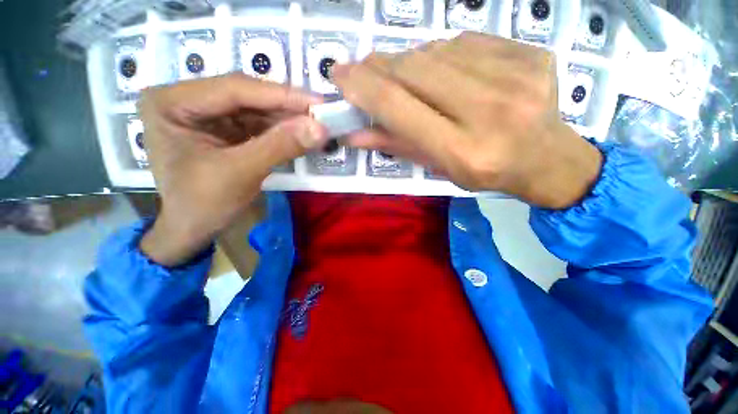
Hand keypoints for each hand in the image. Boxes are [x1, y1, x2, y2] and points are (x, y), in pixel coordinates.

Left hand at [138, 74, 326, 265]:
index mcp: (172, 102)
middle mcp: (186, 99)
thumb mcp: (241, 173)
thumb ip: (280, 146)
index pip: (234, 89)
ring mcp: (206, 114)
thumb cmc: (202, 205)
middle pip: (247, 97)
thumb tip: (320, 129)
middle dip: (287, 108)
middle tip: (321, 114)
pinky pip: (258, 125)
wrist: (192, 230)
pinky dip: (282, 131)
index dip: (281, 95)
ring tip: (316, 125)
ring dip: (288, 120)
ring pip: (256, 110)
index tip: (318, 102)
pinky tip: (301, 135)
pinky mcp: (224, 130)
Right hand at [333, 32, 602, 208]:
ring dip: (411, 62)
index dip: (363, 87)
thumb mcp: (438, 168)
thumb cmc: (486, 174)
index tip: (339, 75)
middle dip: (380, 66)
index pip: (400, 107)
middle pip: (416, 70)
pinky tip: (445, 71)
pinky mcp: (531, 54)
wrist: (547, 160)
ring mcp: (517, 76)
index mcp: (463, 151)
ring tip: (406, 78)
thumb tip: (354, 132)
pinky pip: (467, 42)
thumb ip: (397, 145)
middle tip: (363, 70)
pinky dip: (443, 54)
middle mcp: (490, 111)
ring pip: (438, 51)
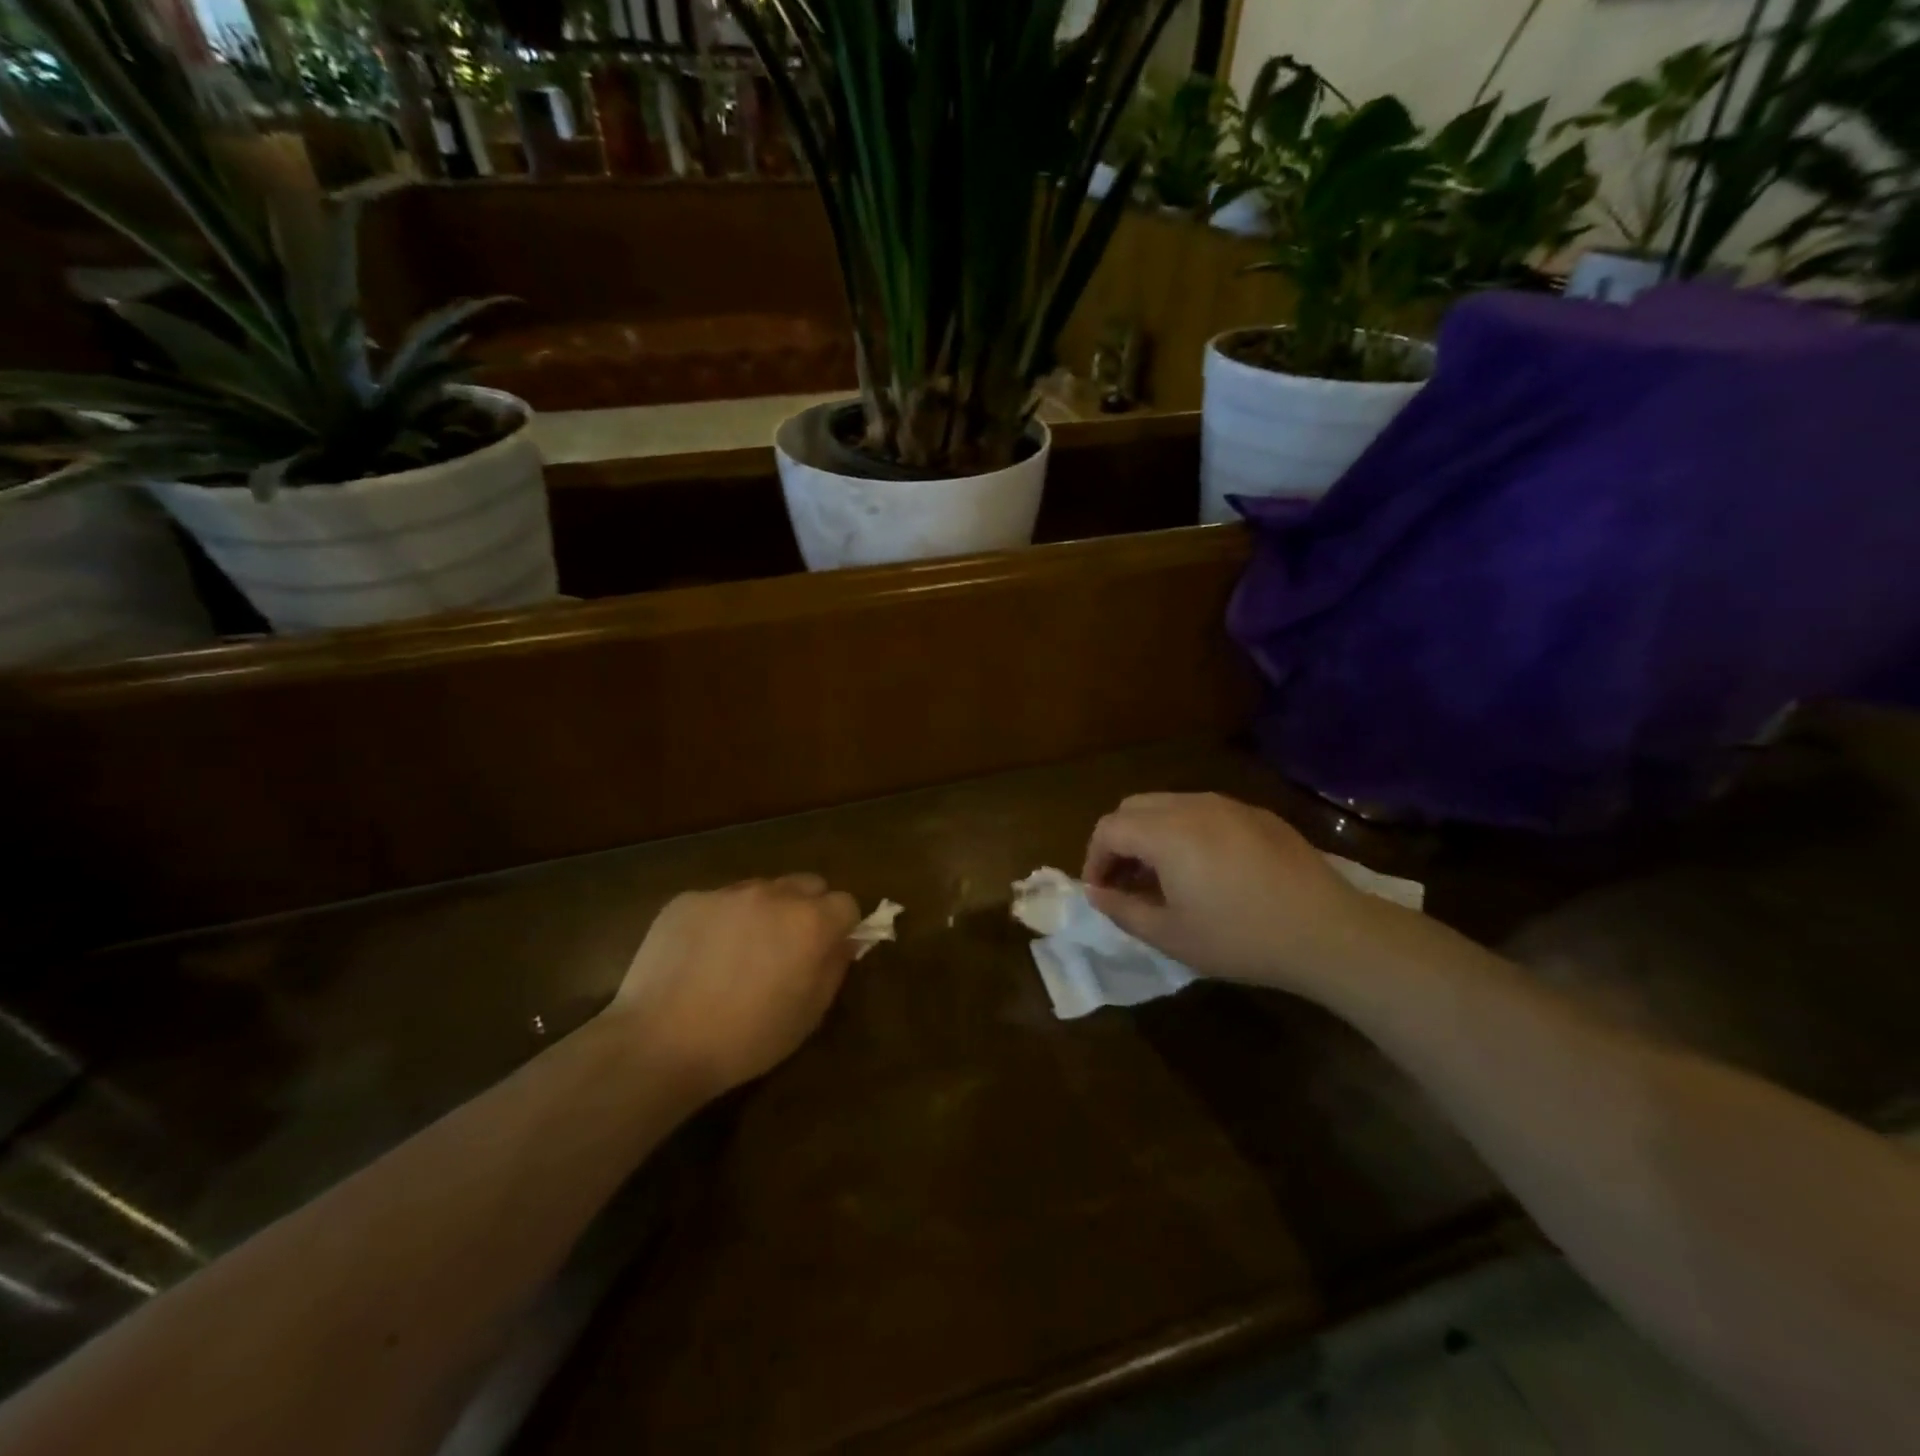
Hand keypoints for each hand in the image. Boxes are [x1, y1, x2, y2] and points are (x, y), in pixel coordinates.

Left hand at [607, 875, 861, 1096]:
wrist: (659, 1044)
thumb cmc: (746, 1039)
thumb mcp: (808, 1015)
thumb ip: (833, 968)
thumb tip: (842, 942)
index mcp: (810, 922)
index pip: (846, 903)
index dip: (841, 927)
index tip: (826, 951)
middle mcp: (773, 895)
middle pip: (807, 884)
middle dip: (807, 909)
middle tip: (788, 948)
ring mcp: (727, 893)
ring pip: (762, 889)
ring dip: (764, 911)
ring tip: (740, 953)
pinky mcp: (688, 899)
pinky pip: (718, 902)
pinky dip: (720, 921)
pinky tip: (701, 957)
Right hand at [1082, 792, 1373, 993]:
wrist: (1327, 933)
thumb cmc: (1240, 938)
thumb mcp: (1171, 935)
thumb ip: (1122, 910)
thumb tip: (1095, 893)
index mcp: (1166, 832)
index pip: (1109, 828)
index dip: (1094, 859)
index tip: (1102, 893)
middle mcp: (1192, 805)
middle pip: (1134, 807)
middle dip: (1119, 841)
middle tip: (1126, 882)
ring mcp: (1229, 805)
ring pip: (1169, 805)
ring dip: (1152, 834)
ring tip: (1164, 877)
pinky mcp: (1258, 814)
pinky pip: (1204, 811)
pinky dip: (1186, 831)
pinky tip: (1207, 870)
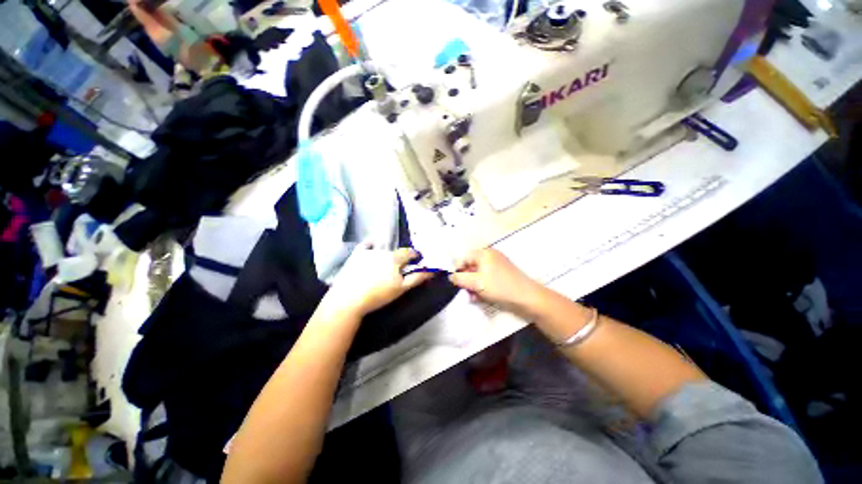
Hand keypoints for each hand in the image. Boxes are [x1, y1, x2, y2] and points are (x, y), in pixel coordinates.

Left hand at [316, 243, 433, 319]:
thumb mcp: (401, 288)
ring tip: (381, 268)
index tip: (415, 261)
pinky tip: (372, 247)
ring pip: (382, 250)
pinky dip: (371, 245)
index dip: (414, 256)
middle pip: (395, 252)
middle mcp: (383, 250)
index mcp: (395, 258)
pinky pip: (366, 245)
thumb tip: (431, 270)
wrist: (348, 299)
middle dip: (399, 259)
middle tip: (396, 271)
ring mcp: (368, 251)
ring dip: (386, 255)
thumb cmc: (378, 295)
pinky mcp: (356, 254)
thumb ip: (417, 277)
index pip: (409, 252)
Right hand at [449, 248, 541, 311]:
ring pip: (478, 274)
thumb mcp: (475, 283)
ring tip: (473, 297)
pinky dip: (482, 287)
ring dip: (473, 286)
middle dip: (466, 280)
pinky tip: (481, 297)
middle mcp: (490, 256)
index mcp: (484, 253)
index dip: (458, 270)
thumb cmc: (499, 287)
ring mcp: (497, 265)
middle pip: (471, 266)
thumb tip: (451, 276)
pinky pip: (487, 279)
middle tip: (465, 292)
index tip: (456, 283)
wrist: (527, 297)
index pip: (464, 258)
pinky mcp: (502, 275)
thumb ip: (460, 278)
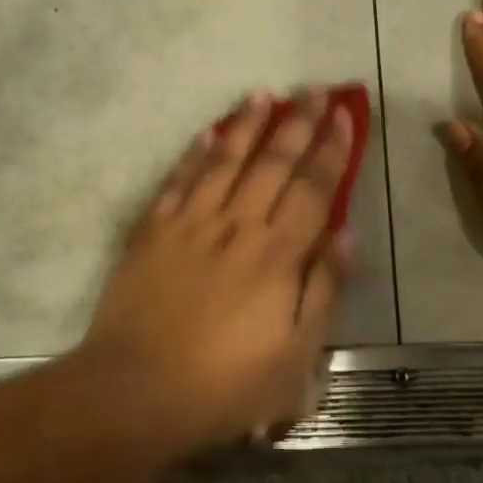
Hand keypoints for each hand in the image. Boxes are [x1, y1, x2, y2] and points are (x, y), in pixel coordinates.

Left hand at [80, 91, 355, 448]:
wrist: (136, 392)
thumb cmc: (226, 385)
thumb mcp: (297, 359)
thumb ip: (324, 291)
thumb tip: (346, 235)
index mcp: (278, 255)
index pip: (314, 188)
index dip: (332, 149)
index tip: (344, 115)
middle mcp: (238, 225)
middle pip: (274, 162)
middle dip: (298, 123)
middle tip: (315, 91)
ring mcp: (191, 223)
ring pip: (225, 160)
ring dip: (248, 124)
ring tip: (265, 94)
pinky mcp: (152, 231)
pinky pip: (178, 180)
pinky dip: (195, 153)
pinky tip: (208, 132)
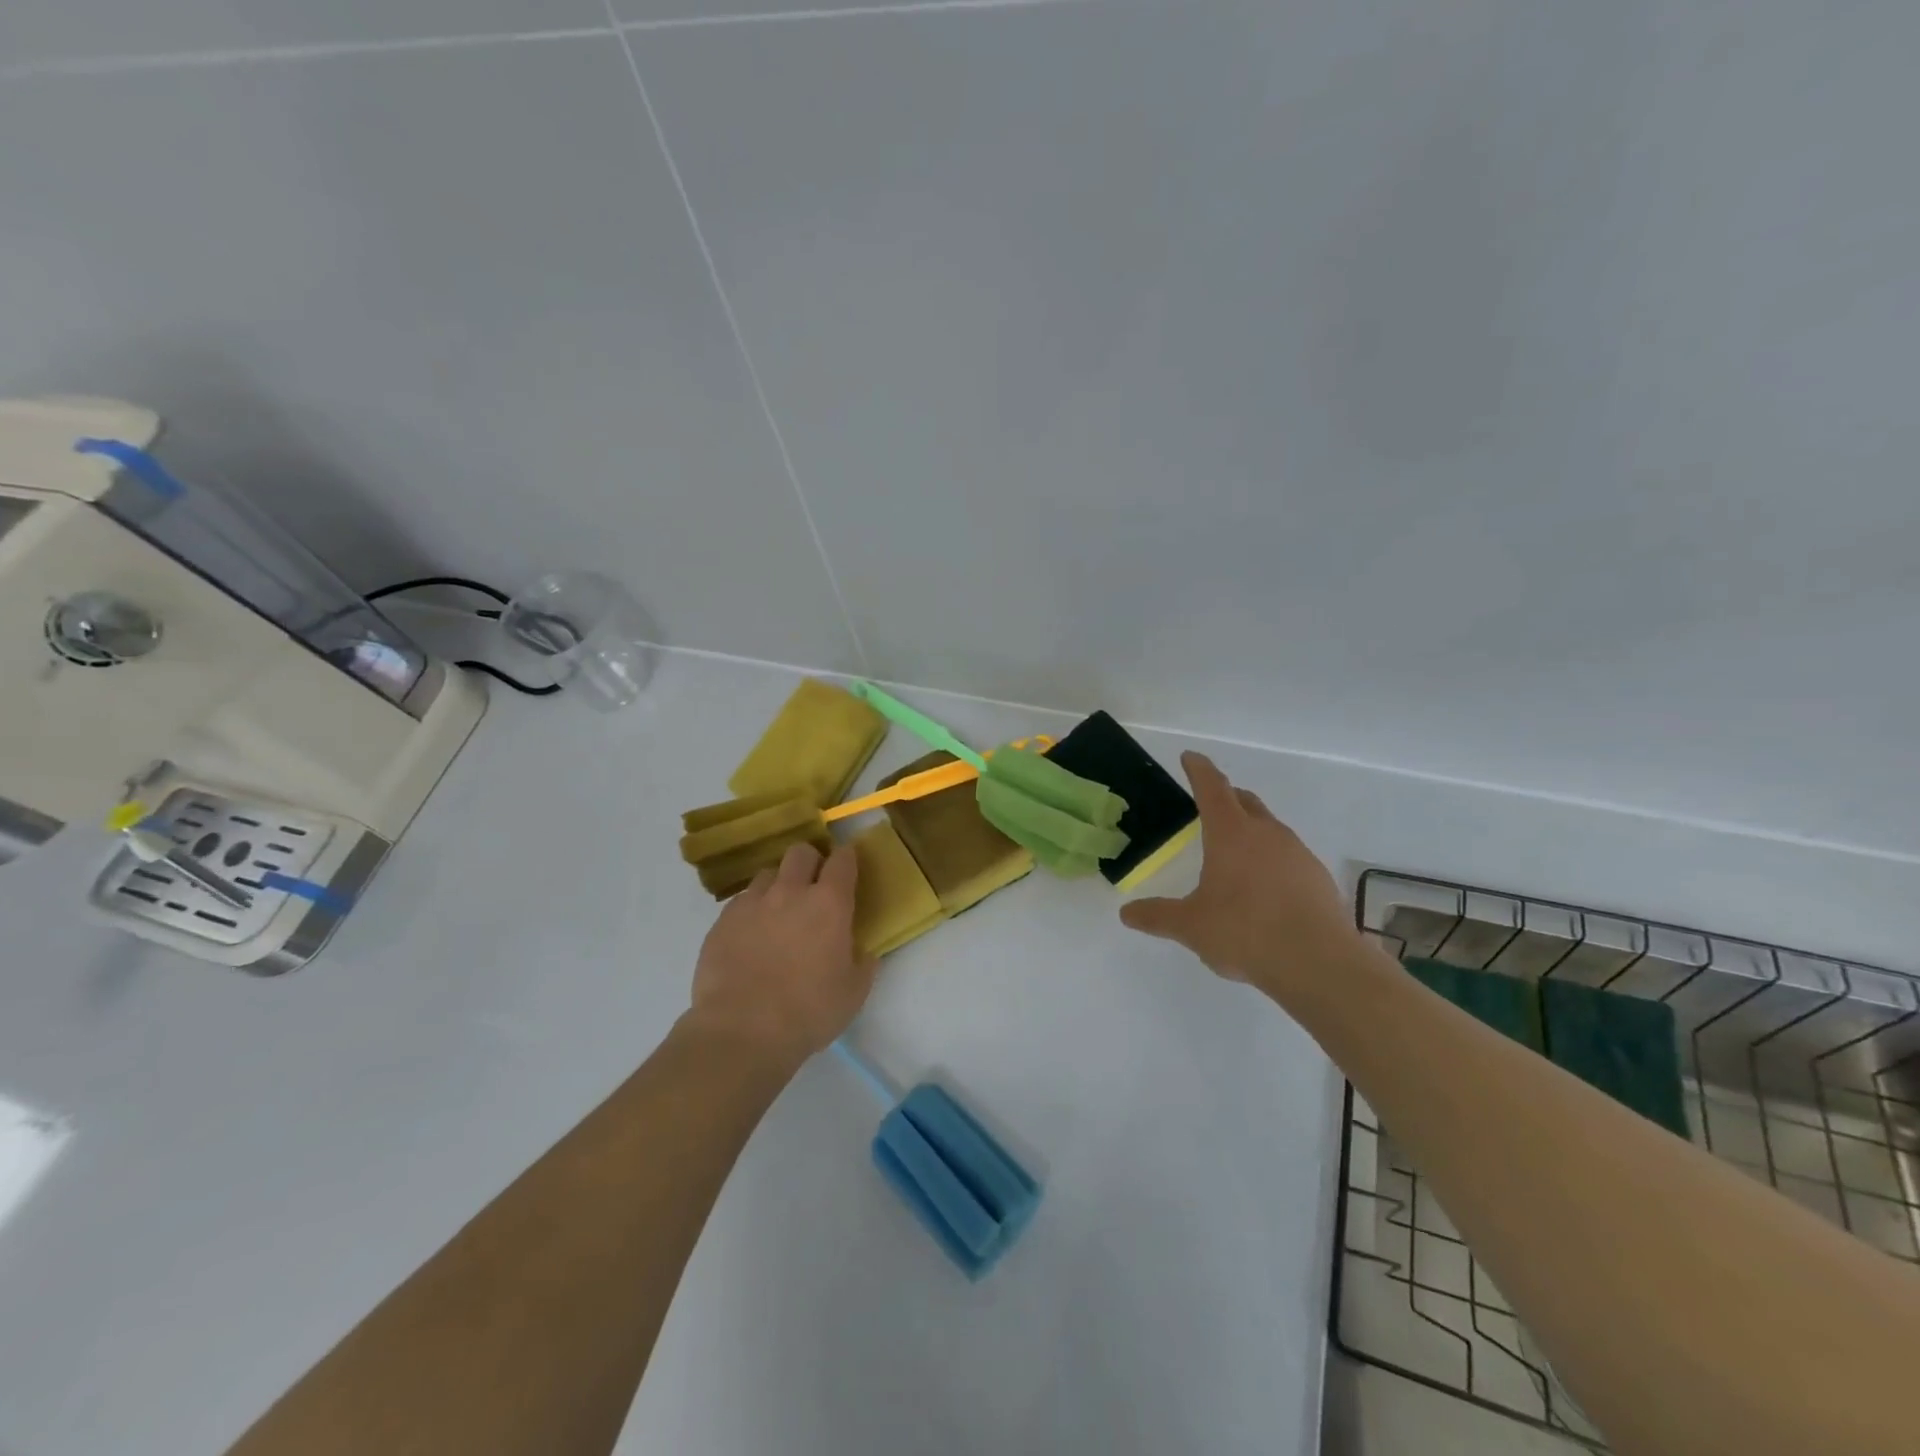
========
Retype only the lines from the line with "index tip: (344, 115)" through the last line of the data. Keep both ends and skip the pictures.

index tip: (344, 115)
middle mcp: (238, 225)
middle pip: (274, 162)
middle dip: (298, 123)
middle tip: (315, 91)
ring mcp: (191, 223)
ring pip: (225, 160)
ring dip: (248, 124)
ring tip: (265, 94)
pinky mcp: (152, 231)
pinky pip: (178, 180)
pinky dip: (195, 153)
pinky tip: (208, 132)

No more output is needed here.